## What this task involves
Search the records for the word "Hunat" and copy every line in which it occurs.

## Stored records
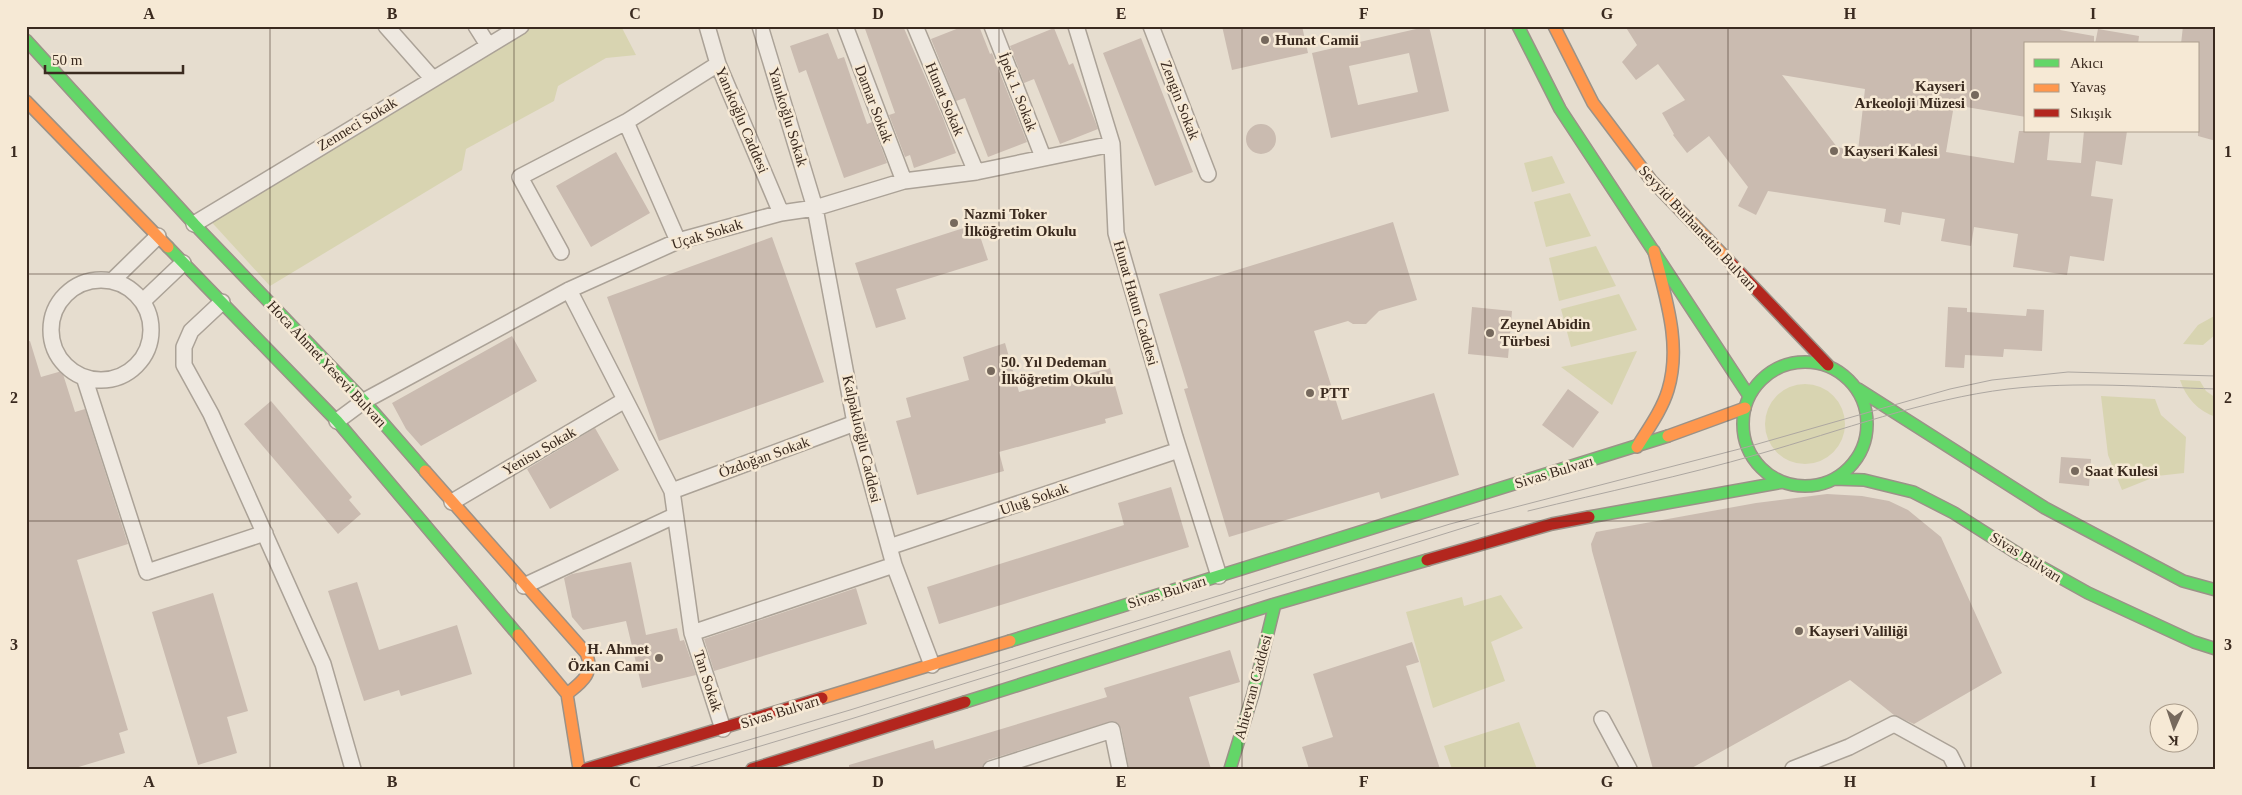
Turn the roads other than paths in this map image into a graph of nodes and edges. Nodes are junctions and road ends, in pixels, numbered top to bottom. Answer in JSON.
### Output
{"nodes":[{"id":1,"x":386,"y":26,"type":"edge"},
{"id":2,"x":476,"y":26,"type":"edge"},
{"id":3,"x":521,"y":26,"type":"edge"},
{"id":4,"x":707,"y":26,"type":"edge"},
{"id":5,"x":760,"y":26,"type":"edge"},
{"id":6,"x":844,"y":26,"type":"edge"},
{"id":7,"x":914,"y":26,"type":"edge"},
{"id":8,"x":992,"y":26,"type":"edge"},
{"id":9,"x":1076,"y":26,"type":"edge"},
{"id":10,"x":1151,"y":26,"type":"edge"},
{"id":11,"x":1518,"y":26,"type":"edge"},
{"id":12,"x":1554,"y":26,"type":"edge"},
{"id":13,"x":26,"y":40,"type":"edge"},
{"id":14,"x":488,"y":45,"type":"junction"},
{"id":15,"x":718,"y":64,"type":"junction"},
{"id":16,"x":432,"y":78,"type":"junction"},
{"id":17,"x":26,"y":101,"type":"edge"},
{"id":18,"x":626,"y":122,"type":"junction"},
{"id":19,"x":1112,"y":144,"type":"junction"},
{"id":20,"x":1043,"y":157,"type":"junction"},
{"id":21,"x":976,"y":172,"type":"junction"},
{"id":22,"x":1208,"y":174,"type":"dead end"},
{"id":23,"x":904,"y":181,"type":"junction"},
{"id":24,"x":815,"y":208,"type":"junction"},
{"id":25,"x":781,"y":213,"type":"junction"},
{"id":26,"x":194,"y":224,"type":"junction"},
{"id":27,"x":158,"y":236,"type":"junction"},
{"id":28,"x":678,"y":241,"type":"junction"},
{"id":29,"x":1654,"y":251,"type":"junction"},
{"id":30,"x":561,"y":252,"type":"dead end"},
{"id":31,"x":183,"y":263,"type":"junction"},
{"id":32,"x":112,"y":281,"type":"junction"},
{"id":33,"x":569,"y":290,"type":"junction"},
{"id":34,"x":143,"y":302,"type":"junction"},
{"id":35,"x":222,"y":302,"type":"junction"},
{"id":36,"x":1828,"y":365,"type":"junction"},
{"id":37,"x":84,"y":377,"type":"junction"},
{"id":38,"x":1858,"y":390,"type":"junction"},
{"id":39,"x":1749,"y":396,"type":"junction"},
{"id":40,"x":625,"y":400,"type":"junction"},
{"id":41,"x":364,"y":401,"type":"junction"},
{"id":42,"x":1745,"y":408,"type":"junction"},
{"id":43,"x":337,"y":421,"type":"junction"},
{"id":44,"x":856,"y":423,"type":"junction"},
{"id":45,"x":1637,"y":447,"type":"junction"},
{"id":46,"x":1179,"y":450,"type":"junction"},
{"id":47,"x":1834,"y":479,"type":"junction"},
{"id":48,"x":1783,"y":482,"type":"junction"},
{"id":49,"x":672,"y":491,"type":"junction"},
{"id":50,"x":452,"y":502,"type":"junction"},
{"id":51,"x":674,"y":516,"type":"junction"},
{"id":52,"x":265,"y":534,"type":"junction"},
{"id":53,"x":889,"y":547,"type":"junction"},
{"id":54,"x":894,"y":565,"type":"junction"},
{"id":55,"x":1220,"y":576,"type":"junction"},
{"id":56,"x":524,"y":586,"type":"junction"},
{"id":57,"x":2216,"y":590,"type":"edge"},
{"id":58,"x":1275,"y":604,"type":"junction"},
{"id":59,"x":692,"y":633,"type":"junction"},
{"id":60,"x":2216,"y":649,"type":"edge"},
{"id":61,"x":932,"y":665,"type":"junction"},
{"id":62,"x":567,"y":694,"type":"junction"},
{"id":63,"x":1602,"y":719,"type":"dead end"},
{"id":64,"x":723,"y":729,"type":"junction"},
{"id":65,"x":774,"y":766,"type":"edge"},
{"id":66,"x":353,"y":769,"type":"edge"},
{"id":67,"x":579,"y":769,"type":"edge"},
{"id":68,"x":586,"y":769,"type":"edge"},
{"id":69,"x":752,"y":769,"type":"edge"},
{"id":70,"x":991,"y":769,"type":"edge"},
{"id":71,"x":1120,"y":769,"type":"edge"},
{"id":72,"x":1230,"y":769,"type":"edge"},
{"id":73,"x":1629,"y":769,"type":"edge"},
{"id":74,"x":1793,"y":769,"type":"edge"},
{"id":75,"x":1957,"y":769,"type":"edge"}],
"edges":[{"from":1,"to":16,"type":"street"},
{"from":2,"to":14,"type":"street"},
{"from":3,"to":14,"type":"street","name":"Zenneci Sokak"},
{"from":4,"to":15,"type":"street","name":"Yanıkoğlu Caddesi"},
{"from":5,"to":24,"type":"street","name":"Yanıkoğlu Sokak"},
{"from":6,"to":23,"type":"street","name":"Damar Sokak"},
{"from":7,"to":21,"type":"street","name":"Hunat Sokak"},
{"from":8,"to":20,"type":"street","name":"İpek 1. Sokak"},
{"from":9,"to":19,"type":"street","name":"Hunat Hatun Caddesi"},
{"from":10,"to":22,"type":"street","name":"Zengin Sokak"},
{"from":11,"to":29,"type":"main road"},
{"from":12,"to":36,"type":"main road","name":"Seyyid Burhanettin Bulvarı"},
{"from":13,"to":26,"type":"main road","name":"Hoca Ahmet Yesevi Bulvarı"},
{"from":14,"to":16,"type":"street","name":"Zenneci Sokak"},
{"from":15,"to":18,"type":"street"},
{"from":15,"to":25,"type":"street","name":"Yanıkoğlu Caddesi"},
{"from":16,"to":26,"type":"street","name":"Zenneci Sokak"},
{"from":17,"to":27,"type":"main road","name":"Hoca Ahmet Yesevi Bulvarı"},
{"from":18,"to":28,"type":"street"},
{"from":18,"to":30,"type":"street"},
{"from":19,"to":20,"type":"street","name":"Uçak Sokak"},
{"from":19,"to":46,"type":"street","name":"Hunat Hatun Caddesi"},
{"from":20,"to":21,"type":"street","name":"Uçak Sokak"},
{"from":21,"to":23,"type":"street","name":"Uçak Sokak"},
{"from":23,"to":24,"type":"street","name":"Uçak Sokak"},
{"from":24,"to":25,"type":"street","name":"Uçak Sokak"},
{"from":24,"to":44,"type":"street","name":"Kalpaklıoğlu Caddesi"},
{"from":25,"to":28,"type":"street","name":"Uçak Sokak"},
{"from":26,"to":41,"type":"main road","name":"Hoca Ahmet Yesevi Bulvarı"},
{"from":27,"to":31,"type":"main road","name":"Hoca Ahmet Yesevi Bulvarı"},
{"from":27,"to":32,"type":"street"},
{"from":28,"to":33,"type":"street","name":"Uçak Sokak"},
{"from":29,"to":39,"type":"main road"},
{"from":29,"to":45,"type":"main road"},
{"from":31,"to":34,"type":"street"},
{"from":31,"to":35,"type":"main road","name":"Hoca Ahmet Yesevi Bulvarı"},
{"from":32,"to":34,"type":"street"},
{"from":32,"to":37,"type":"street"},
{"from":33,"to":40,"type":"street"},
{"from":33,"to":41,"type":"street","name":"Uçak Sokak"},
{"from":34,"to":37,"type":"street"},
{"from":35,"to":43,"type":"main road","name":"Hoca Ahmet Yesevi Bulvarı"},
{"from":35,"to":52,"type":"street"},
{"from":36,"to":38,"type":"main road"},
{"from":36,"to":39,"type":"main road"},
{"from":37,"to":52,"type":"street"},
{"from":38,"to":47,"type":"main road"},
{"from":38,"to":57,"type":"main road"},
{"from":39,"to":42,"type":"main road"},
{"from":40,"to":49,"type":"street"},
{"from":40,"to":50,"type":"street","name":"Yenisu Sokak"},
{"from":41,"to":43,"type":"street","name":"Uçak Sokak"},
{"from":41,"to":50,"type":"main road","name":"Hoca Ahmet Yesevi Bulvarı"},
{"from":42,"to":45,"type":"main road","name":"Sivas Bulvarı"},
{"from":42,"to":48,"type":"main road"},
{"from":43,"to":62,"type":"main road","name":"Hoca Ahmet Yesevi Bulvarı"},
{"from":44,"to":49,"type":"street","name":"Özdoğan Sokak"},
{"from":44,"to":53,"type":"street","name":"Kalpaklıoğlu Caddesi"},
{"from":45,"to":55,"type":"main road","name":"Sivas Bulvarı"},
{"from":46,"to":53,"type":"street","name":"Uluğ Sokak"},
{"from":46,"to":55,"type":"street","name":"Hunat Hatun Caddesi"},
{"from":47,"to":48,"type":"main road"},
{"from":47,"to":60,"type":"main road","name":"Sivas Bulvarı"},
{"from":48,"to":58,"type":"main road"},
{"from":49,"to":51,"type":"street","name":"Tan Sokak"},
{"from":50,"to":56,"type":"main road","name":"Hoca Ahmet Yesevi Bulvarı"},
{"from":51,"to":56,"type":"street"},
{"from":51,"to":59,"type":"street","name":"Tan Sokak"},
{"from":52,"to":66,"type":"street"},
{"from":53,"to":54,"type":"street","name":"Kalpaklıoğlu Caddesi"},
{"from":54,"to":59,"type":"street"},
{"from":54,"to":61,"type":"street","name":"Kalpaklıoğlu Caddesi"},
{"from":55,"to":61,"type":"main road","name":"Sivas Bulvarı"},
{"from":56,"to":62,"type":"main road","name":"Hoca Ahmet Yesevi Bulvarı"},
{"from":58,"to":65,"type":"main road"},
{"from":58,"to":72,"type":"main road","name":"Ahievran Caddesi"},
{"from":59,"to":64,"type":"street","name":"Tan Sokak"},
{"from":61,"to":64,"type":"main road","name":"Sivas Bulvarı"},
{"from":62,"to":67,"type":"main road"},
{"from":63,"to":73,"type":"street"},
{"from":64,"to":68,"type":"main road","name":"Sivas Bulvarı"},
{"from":65,"to":69,"type":"main road"},
{"from":70,"to":71,"type":"street"},
{"from":74,"to":75,"type":"street"}]}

## Your response
{"from":7,"to":21,"type":"street","name":"Hunat Sokak"},
{"from":9,"to":19,"type":"street","name":"Hunat Hatun Caddesi"},
{"from":19,"to":46,"type":"street","name":"Hunat Hatun Caddesi"},
{"from":46,"to":55,"type":"street","name":"Hunat Hatun Caddesi"},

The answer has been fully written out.